[Data records]
......
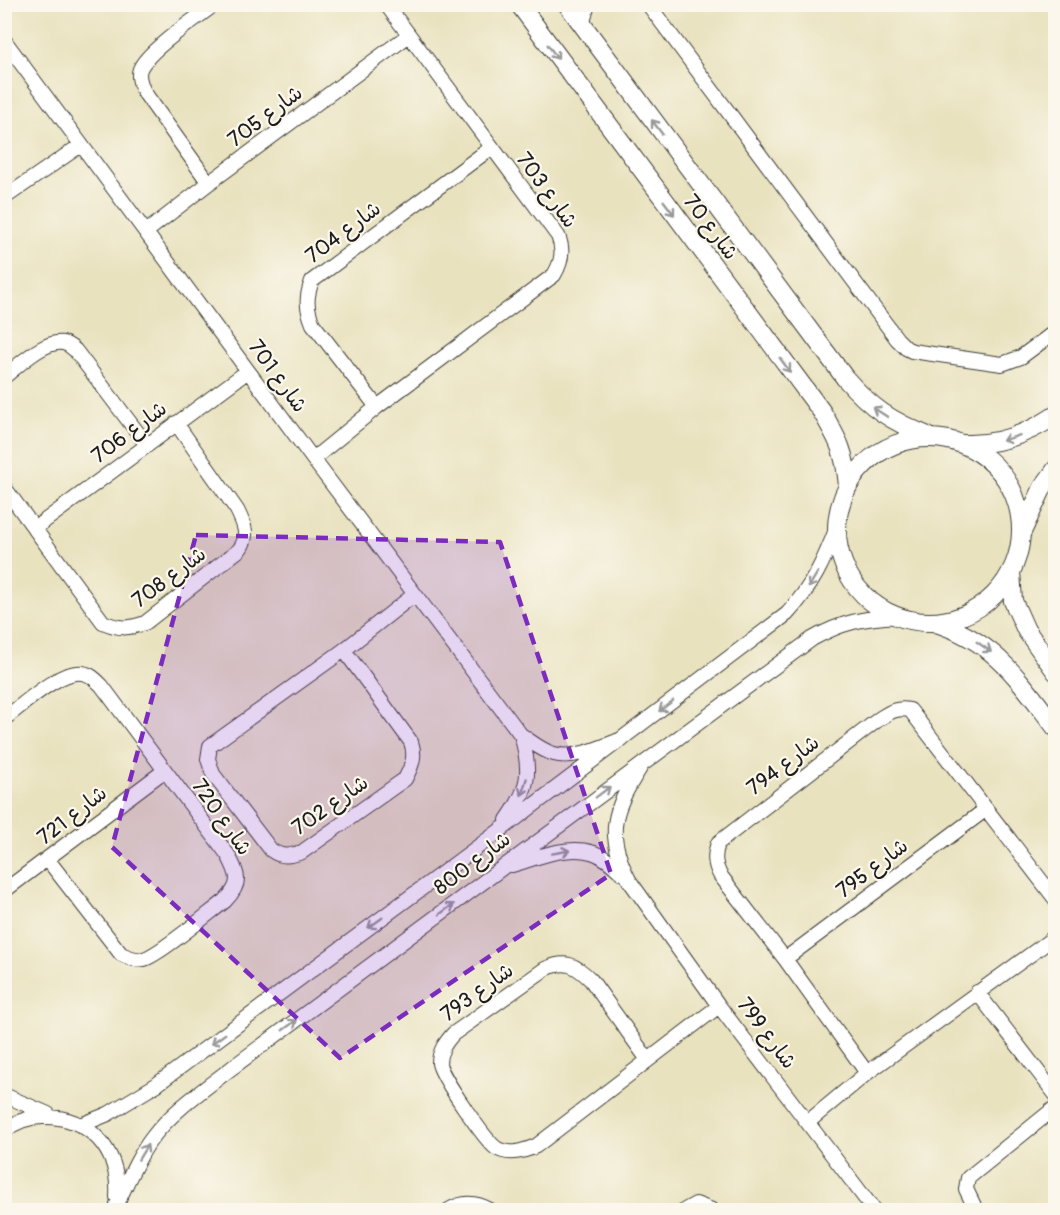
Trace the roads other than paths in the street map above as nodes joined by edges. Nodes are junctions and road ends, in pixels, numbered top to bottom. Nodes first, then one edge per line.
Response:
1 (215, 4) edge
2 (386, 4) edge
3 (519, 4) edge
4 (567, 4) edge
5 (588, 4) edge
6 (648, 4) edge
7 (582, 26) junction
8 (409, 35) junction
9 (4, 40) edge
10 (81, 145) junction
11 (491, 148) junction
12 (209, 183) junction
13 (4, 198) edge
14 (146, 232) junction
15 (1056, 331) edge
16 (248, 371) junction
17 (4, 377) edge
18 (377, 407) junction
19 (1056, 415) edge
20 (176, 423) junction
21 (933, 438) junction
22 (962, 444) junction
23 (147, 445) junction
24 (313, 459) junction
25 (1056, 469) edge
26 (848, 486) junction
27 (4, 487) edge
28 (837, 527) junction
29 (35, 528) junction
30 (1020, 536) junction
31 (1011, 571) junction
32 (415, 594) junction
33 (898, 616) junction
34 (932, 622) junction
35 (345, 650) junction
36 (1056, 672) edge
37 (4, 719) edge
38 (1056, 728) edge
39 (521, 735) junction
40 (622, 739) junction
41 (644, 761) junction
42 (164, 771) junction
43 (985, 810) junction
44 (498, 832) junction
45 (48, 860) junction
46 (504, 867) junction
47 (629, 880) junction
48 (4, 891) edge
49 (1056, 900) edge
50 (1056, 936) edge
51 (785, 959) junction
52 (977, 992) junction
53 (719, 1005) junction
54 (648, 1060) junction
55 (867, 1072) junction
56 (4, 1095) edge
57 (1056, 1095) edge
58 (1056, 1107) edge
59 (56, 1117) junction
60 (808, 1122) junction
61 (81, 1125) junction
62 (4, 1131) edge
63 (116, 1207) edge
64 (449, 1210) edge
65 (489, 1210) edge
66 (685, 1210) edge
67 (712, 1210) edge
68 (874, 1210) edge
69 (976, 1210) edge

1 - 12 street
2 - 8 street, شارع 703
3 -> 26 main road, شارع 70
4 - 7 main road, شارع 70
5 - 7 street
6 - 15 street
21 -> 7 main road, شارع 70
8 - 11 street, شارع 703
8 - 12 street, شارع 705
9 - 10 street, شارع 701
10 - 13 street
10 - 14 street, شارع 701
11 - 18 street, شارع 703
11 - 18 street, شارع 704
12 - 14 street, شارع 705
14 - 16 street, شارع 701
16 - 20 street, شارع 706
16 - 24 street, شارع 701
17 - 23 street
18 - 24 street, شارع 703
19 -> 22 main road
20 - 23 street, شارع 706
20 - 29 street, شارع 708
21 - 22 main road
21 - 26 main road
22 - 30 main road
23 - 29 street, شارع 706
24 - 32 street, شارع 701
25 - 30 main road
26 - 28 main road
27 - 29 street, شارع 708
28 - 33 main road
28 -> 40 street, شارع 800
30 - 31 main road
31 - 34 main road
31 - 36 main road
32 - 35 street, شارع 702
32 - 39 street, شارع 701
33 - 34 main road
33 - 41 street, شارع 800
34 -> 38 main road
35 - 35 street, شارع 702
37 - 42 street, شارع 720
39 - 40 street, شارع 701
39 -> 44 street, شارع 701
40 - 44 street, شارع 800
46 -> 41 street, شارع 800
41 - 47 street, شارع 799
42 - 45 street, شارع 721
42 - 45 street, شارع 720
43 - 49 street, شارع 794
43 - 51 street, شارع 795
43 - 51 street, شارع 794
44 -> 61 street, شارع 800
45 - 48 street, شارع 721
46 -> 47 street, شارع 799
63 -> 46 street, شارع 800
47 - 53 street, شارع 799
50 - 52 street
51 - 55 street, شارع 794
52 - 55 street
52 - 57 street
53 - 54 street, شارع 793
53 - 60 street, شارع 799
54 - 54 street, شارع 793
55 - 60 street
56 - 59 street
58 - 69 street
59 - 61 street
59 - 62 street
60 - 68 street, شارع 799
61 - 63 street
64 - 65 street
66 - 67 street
......
» **Problem requirements**
Could you write out the records exactly while omitting every picture?

» **Expected answer**
Trace the roads other than paths in the street map above as nodes joined by edges. Nodes are junctions and road ends, in pixels, numbered top to bottom. Nodes first, then one edge per line.
Response:
1 (215, 4) edge
2 (386, 4) edge
3 (519, 4) edge
4 (567, 4) edge
5 (588, 4) edge
6 (648, 4) edge
7 (582, 26) junction
8 (409, 35) junction
9 (4, 40) edge
10 (81, 145) junction
11 (491, 148) junction
12 (209, 183) junction
13 (4, 198) edge
14 (146, 232) junction
15 (1056, 331) edge
16 (248, 371) junction
17 (4, 377) edge
18 (377, 407) junction
19 (1056, 415) edge
20 (176, 423) junction
21 (933, 438) junction
22 (962, 444) junction
23 (147, 445) junction
24 (313, 459) junction
25 (1056, 469) edge
26 (848, 486) junction
27 (4, 487) edge
28 (837, 527) junction
29 (35, 528) junction
30 (1020, 536) junction
31 (1011, 571) junction
32 (415, 594) junction
33 (898, 616) junction
34 (932, 622) junction
35 (345, 650) junction
36 (1056, 672) edge
37 (4, 719) edge
38 (1056, 728) edge
39 (521, 735) junction
40 (622, 739) junction
41 (644, 761) junction
42 (164, 771) junction
43 (985, 810) junction
44 (498, 832) junction
45 (48, 860) junction
46 (504, 867) junction
47 (629, 880) junction
48 (4, 891) edge
49 (1056, 900) edge
50 (1056, 936) edge
51 (785, 959) junction
52 (977, 992) junction
53 (719, 1005) junction
54 (648, 1060) junction
55 (867, 1072) junction
56 (4, 1095) edge
57 (1056, 1095) edge
58 (1056, 1107) edge
59 (56, 1117) junction
60 (808, 1122) junction
61 (81, 1125) junction
62 (4, 1131) edge
63 (116, 1207) edge
64 (449, 1210) edge
65 (489, 1210) edge
66 (685, 1210) edge
67 (712, 1210) edge
68 (874, 1210) edge
69 (976, 1210) edge

1 - 12 street
2 - 8 street, شارع 703
3 -> 26 main road, شارع 70
4 - 7 main road, شارع 70
5 - 7 street
6 - 15 street
21 -> 7 main road, شارع 70
8 - 11 street, شارع 703
8 - 12 street, شارع 705
9 - 10 street, شارع 701
10 - 13 street
10 - 14 street, شارع 701
11 - 18 street, شارع 703
11 - 18 street, شارع 704
12 - 14 street, شارع 705
14 - 16 street, شارع 701
16 - 20 street, شارع 706
16 - 24 street, شارع 701
17 - 23 street
18 - 24 street, شارع 703
19 -> 22 main road
20 - 23 street, شارع 706
20 - 29 street, شارع 708
21 - 22 main road
21 - 26 main road
22 - 30 main road
23 - 29 street, شارع 706
24 - 32 street, شارع 701
25 - 30 main road
26 - 28 main road
27 - 29 street, شارع 708
28 - 33 main road
28 -> 40 street, شارع 800
30 - 31 main road
31 - 34 main road
31 - 36 main road
32 - 35 street, شارع 702
32 - 39 street, شارع 701
33 - 34 main road
33 - 41 street, شارع 800
34 -> 38 main road
35 - 35 street, شارع 702
37 - 42 street, شارع 720
39 - 40 street, شارع 701
39 -> 44 street, شارع 701
40 - 44 street, شارع 800
46 -> 41 street, شارع 800
41 - 47 street, شارع 799
42 - 45 street, شارع 721
42 - 45 street, شارع 720
43 - 49 street, شارع 794
43 - 51 street, شارع 795
43 - 51 street, شارع 794
44 -> 61 street, شارع 800
45 - 48 street, شارع 721
46 -> 47 street, شارع 799
63 -> 46 street, شارع 800
47 - 53 street, شارع 799
50 - 52 street
51 - 55 street, شارع 794
52 - 55 street
52 - 57 street
53 - 54 street, شارع 793
53 - 60 street, شارع 799
54 - 54 street, شارع 793
55 - 60 street
56 - 59 street
58 - 69 street
59 - 61 street
59 - 62 street
60 - 68 street, شارع 799
61 - 63 street
64 - 65 street
66 - 67 street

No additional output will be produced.